FIG. 2 modified harmony algorithm generates a new harmony flow diagram, where R1The number is a randomly generated number between (0,1), HMCR is a memory bank value probability, L represents the number of times a vector is taken from a solution vector bank, N is the number of solution vectors, i represents the number of current solution vectors, PAR is a harmony adjustment probability, and Y, N represents yes and no, respectively.

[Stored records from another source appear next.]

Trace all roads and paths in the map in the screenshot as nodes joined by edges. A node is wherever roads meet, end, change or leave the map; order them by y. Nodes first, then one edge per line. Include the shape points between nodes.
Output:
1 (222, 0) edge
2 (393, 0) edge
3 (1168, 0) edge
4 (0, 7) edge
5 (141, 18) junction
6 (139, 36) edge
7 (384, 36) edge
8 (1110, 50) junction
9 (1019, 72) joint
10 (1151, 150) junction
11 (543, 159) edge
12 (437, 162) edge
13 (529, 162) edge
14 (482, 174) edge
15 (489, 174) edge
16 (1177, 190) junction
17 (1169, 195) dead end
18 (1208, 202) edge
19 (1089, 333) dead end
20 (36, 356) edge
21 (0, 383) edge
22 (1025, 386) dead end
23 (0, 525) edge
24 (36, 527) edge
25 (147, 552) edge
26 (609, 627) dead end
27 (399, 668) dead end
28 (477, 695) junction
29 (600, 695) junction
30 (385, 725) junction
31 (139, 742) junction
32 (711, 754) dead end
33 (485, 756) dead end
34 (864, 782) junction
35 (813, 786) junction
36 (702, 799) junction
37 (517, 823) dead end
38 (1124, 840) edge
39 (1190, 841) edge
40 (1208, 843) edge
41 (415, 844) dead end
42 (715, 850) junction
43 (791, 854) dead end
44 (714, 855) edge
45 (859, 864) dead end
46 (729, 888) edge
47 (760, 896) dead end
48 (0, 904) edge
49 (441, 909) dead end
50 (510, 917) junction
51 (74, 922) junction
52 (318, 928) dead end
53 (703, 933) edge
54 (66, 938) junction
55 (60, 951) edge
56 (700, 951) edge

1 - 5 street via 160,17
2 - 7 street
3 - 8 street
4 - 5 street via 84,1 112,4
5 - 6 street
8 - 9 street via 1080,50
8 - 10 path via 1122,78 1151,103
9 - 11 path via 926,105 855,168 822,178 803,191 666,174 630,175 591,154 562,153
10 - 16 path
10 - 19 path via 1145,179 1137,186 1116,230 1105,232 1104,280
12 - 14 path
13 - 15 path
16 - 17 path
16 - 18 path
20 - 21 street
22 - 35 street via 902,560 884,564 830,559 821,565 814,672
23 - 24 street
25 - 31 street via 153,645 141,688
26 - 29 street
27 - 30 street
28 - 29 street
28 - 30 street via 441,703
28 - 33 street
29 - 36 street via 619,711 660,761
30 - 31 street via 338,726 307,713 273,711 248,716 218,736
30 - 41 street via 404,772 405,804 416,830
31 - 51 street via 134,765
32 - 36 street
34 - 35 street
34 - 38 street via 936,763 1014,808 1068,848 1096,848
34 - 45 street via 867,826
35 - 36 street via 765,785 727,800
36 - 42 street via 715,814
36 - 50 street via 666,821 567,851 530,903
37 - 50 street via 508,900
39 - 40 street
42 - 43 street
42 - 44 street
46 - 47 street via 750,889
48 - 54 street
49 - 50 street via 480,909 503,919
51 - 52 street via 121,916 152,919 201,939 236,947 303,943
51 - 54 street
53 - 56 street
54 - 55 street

An ant colony algorithm optimization traveler problem solving method based on improvement and acoustic search, the method comprising the following steps:
1. carrying out urban decimal coding, carrying out harmonic algorithm solution vector setting, and constructing a target function;
step 1: coding all cities using decimal digits, e.g. S ═ C1,C2,...,Ck...,CN),CkRepresenting the city number at the kth position in the solution sequence. k is in the range of [1, N ]]Where N is the number of cities, for example, an effective TSP decoding sequence code for solving 10 cities may be {5,2,3,4,1,10,6,7,8,9 }.

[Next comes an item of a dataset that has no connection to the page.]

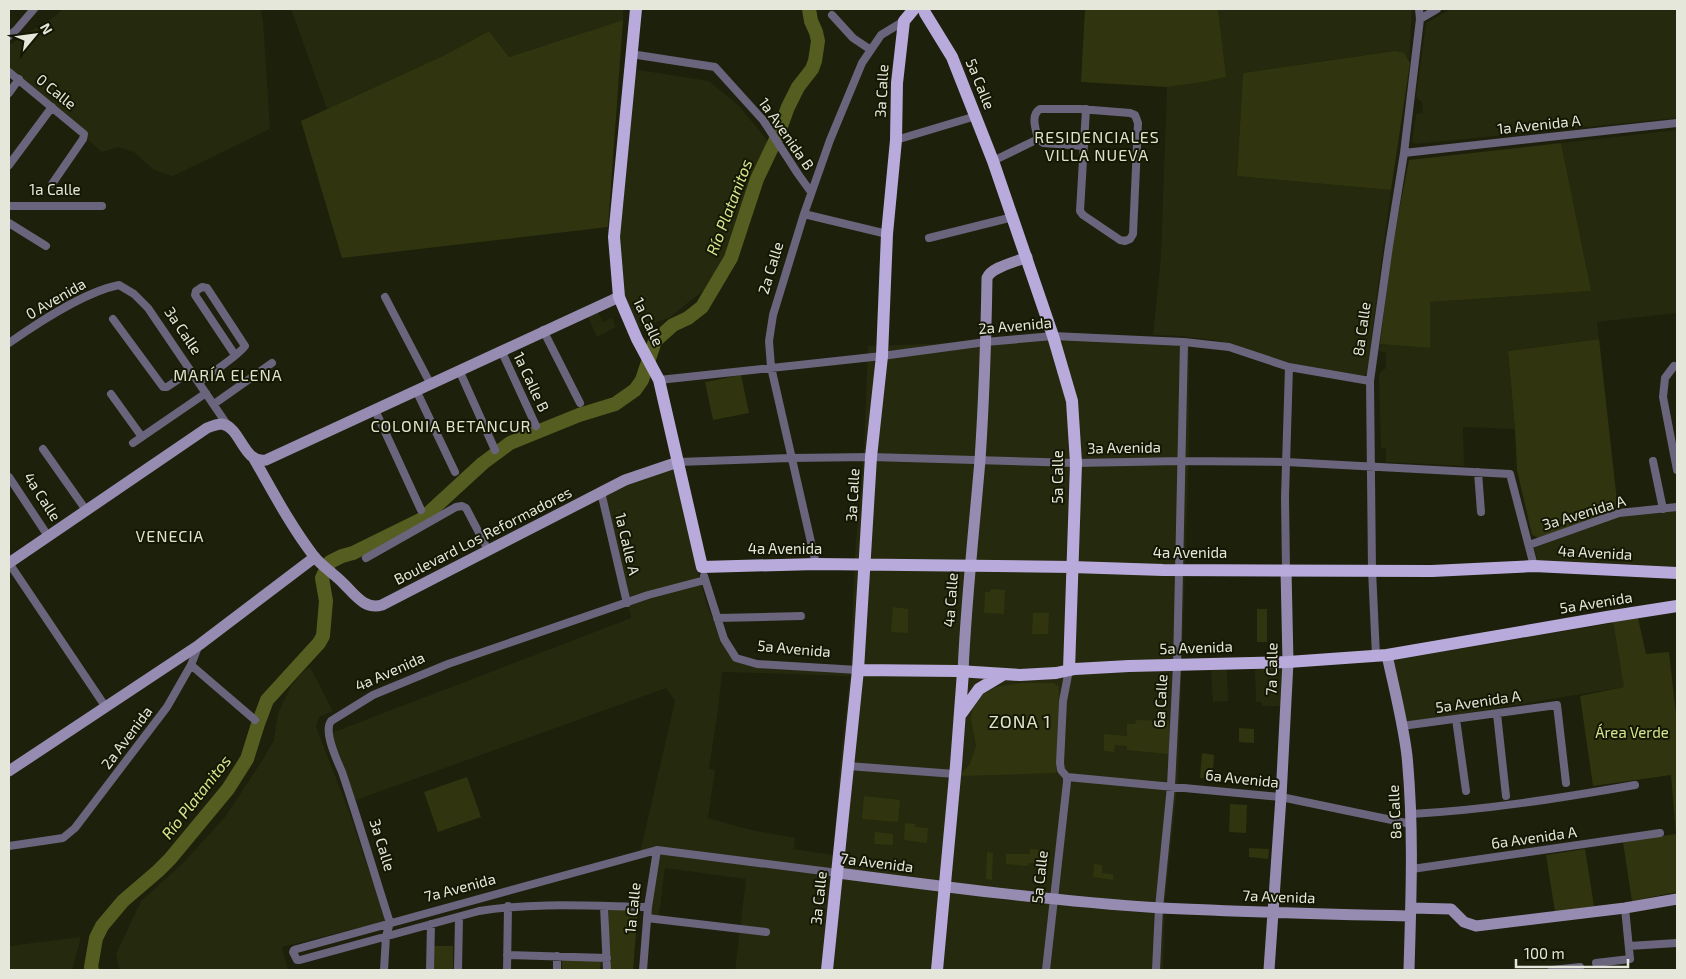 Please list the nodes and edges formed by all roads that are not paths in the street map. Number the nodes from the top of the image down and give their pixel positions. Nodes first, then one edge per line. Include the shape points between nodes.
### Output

Step 2: using edges of any two different cities as in harmony algorithmSolution vector, using T ═ C for single harmony1_C2,C2_C3,...,CN-1_CN,CN_C1) Is shown by C1_C2The method comprises the steps of representing that a first city and a second city jointly form a solution vector, defining the first city in the solution vector as a starting city, defining the last city in the solution vector as a target city, and defining the value of the solution vector as the Euclidean distance between the two cities. For example, an effective TSP and vocoded code for solving 10 cities may be {5_2,2_3,3_4,4_1,1_10,10_6,6_7,7_8,8_9,9_5}, where 5_2 represents a solution vector formed by city number 5 and city number 2.
And 3, step 3: use of
Figure BDA0002594076910000061
Constructing an ant colony algorithm objective function, where | Cri-Cr(i+1)And | represents the Euclidean distance between the city of the ith position of the solution sequence r and the city of the (i + 1) th position.
And 4, step 4: use of
Figure BDA0002594076910000062
Constructing an objective function of harmony algorithm, wherein | Xi kAnd | represents the length of the ith solution vector in the solution sequence k, and N represents the total number of cities.

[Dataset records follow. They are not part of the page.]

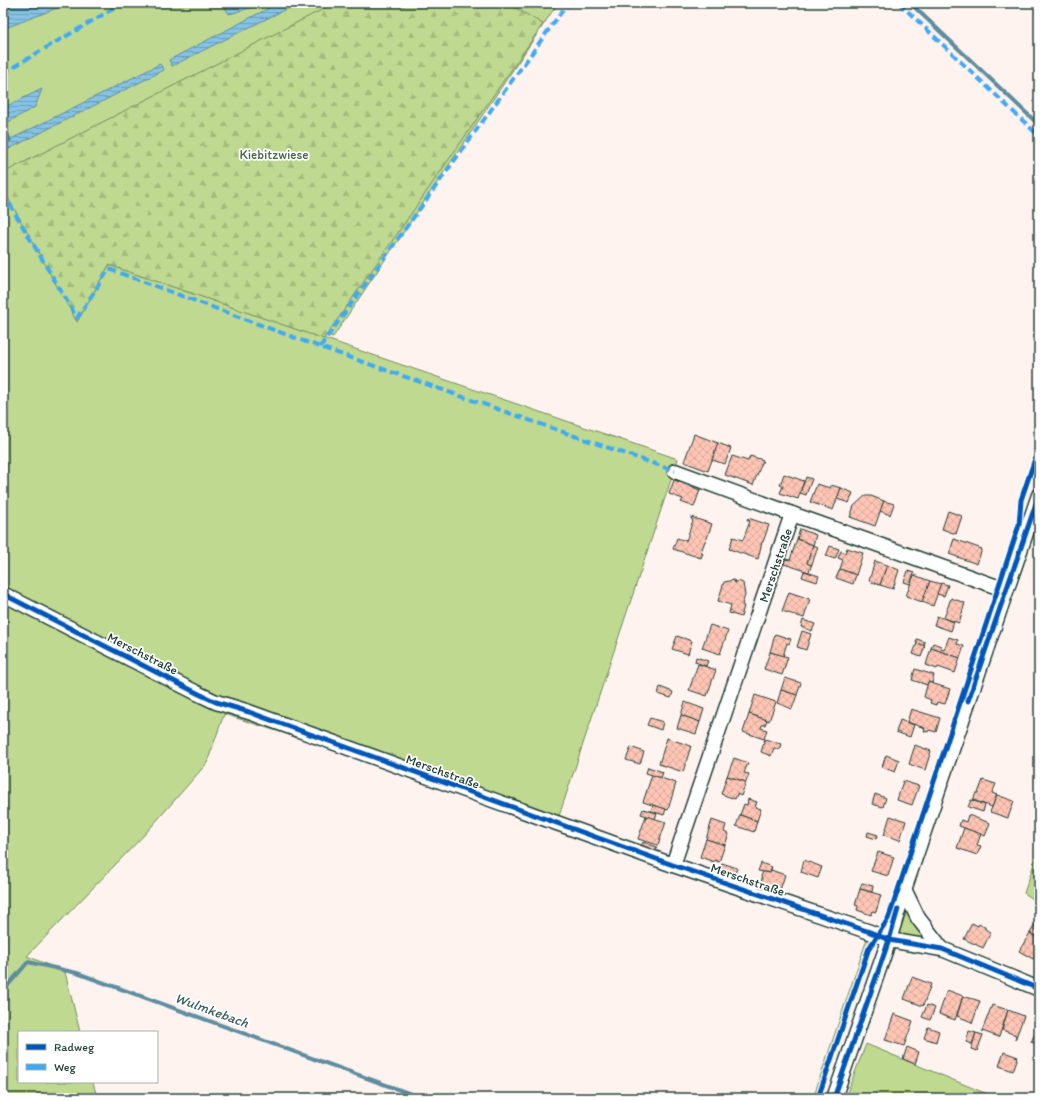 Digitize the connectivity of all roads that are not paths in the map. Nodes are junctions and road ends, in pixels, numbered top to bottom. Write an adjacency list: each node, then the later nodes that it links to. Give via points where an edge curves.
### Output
1 (675, 471): 3 (street, Merschstraße)
2 (1039, 494): 4 (street)
3 (792, 514): 4 (street, Merschstraße); 6 (street, Merschstraße)
4 (1006, 590): 7 (street)
5 (3, 594): 6 (street, Merschstraße, via 216,702)
6 (673, 865): 8 (street, Merschstraße)
7 (904, 889): 8 (street); 9 (street, via 918,918)
8 (889, 940): 9 (street, Merschstraße); 11 (street)
9 (942, 949): 10 (street, Merschstraße)
10 (1039, 989)
11 (834, 1098)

2. Initializing ant colony parameters and harmony algorithm related parameters;
initializing ant colony algorithm parameters: constructing a city distance matrix D according to the city coordinates, setting eta ij as heuristic information between the city i and the city j, and using etaij=1/DijInitializing heuristic information between cities, wherein DijExpressed as the euclidean distance between cities i and j. Use of
Figure BDA0002594076910000063
For initializing pheromone concentrations, where N is the number of cities, LNNTo make the nearest neighbor heuristic derived length. Setting other parameters of the algorithm, wherein the parameters comprise the maximum cycle number T of the algorithmmaxThe number of cities N, the number of ants m,probability of a priori knowledge q0The value is 0.9, the value of a heuristic information factor beta is 5, the value of an pheromone expectation factor alpha is 2, and the value of an pheromone volatilization coefficient rho is 0.1;
initializing harmony algorithm parameters: the initialized memory bank has a size M, and the value is equal to the number M of ants. The HMCR (memory bank value probability) is 0.85 and the PAR (harmony adjustment probability) is 0.8. And (5) running the solution sequence obtained m times by adopting a nearest neighbor algorithm to initialize the harmony in the memory bank.
3. Initializing ant positions: and randomly selecting a city from [1, N ] as the starting city of the ant, wherein the total number of the N cities is N.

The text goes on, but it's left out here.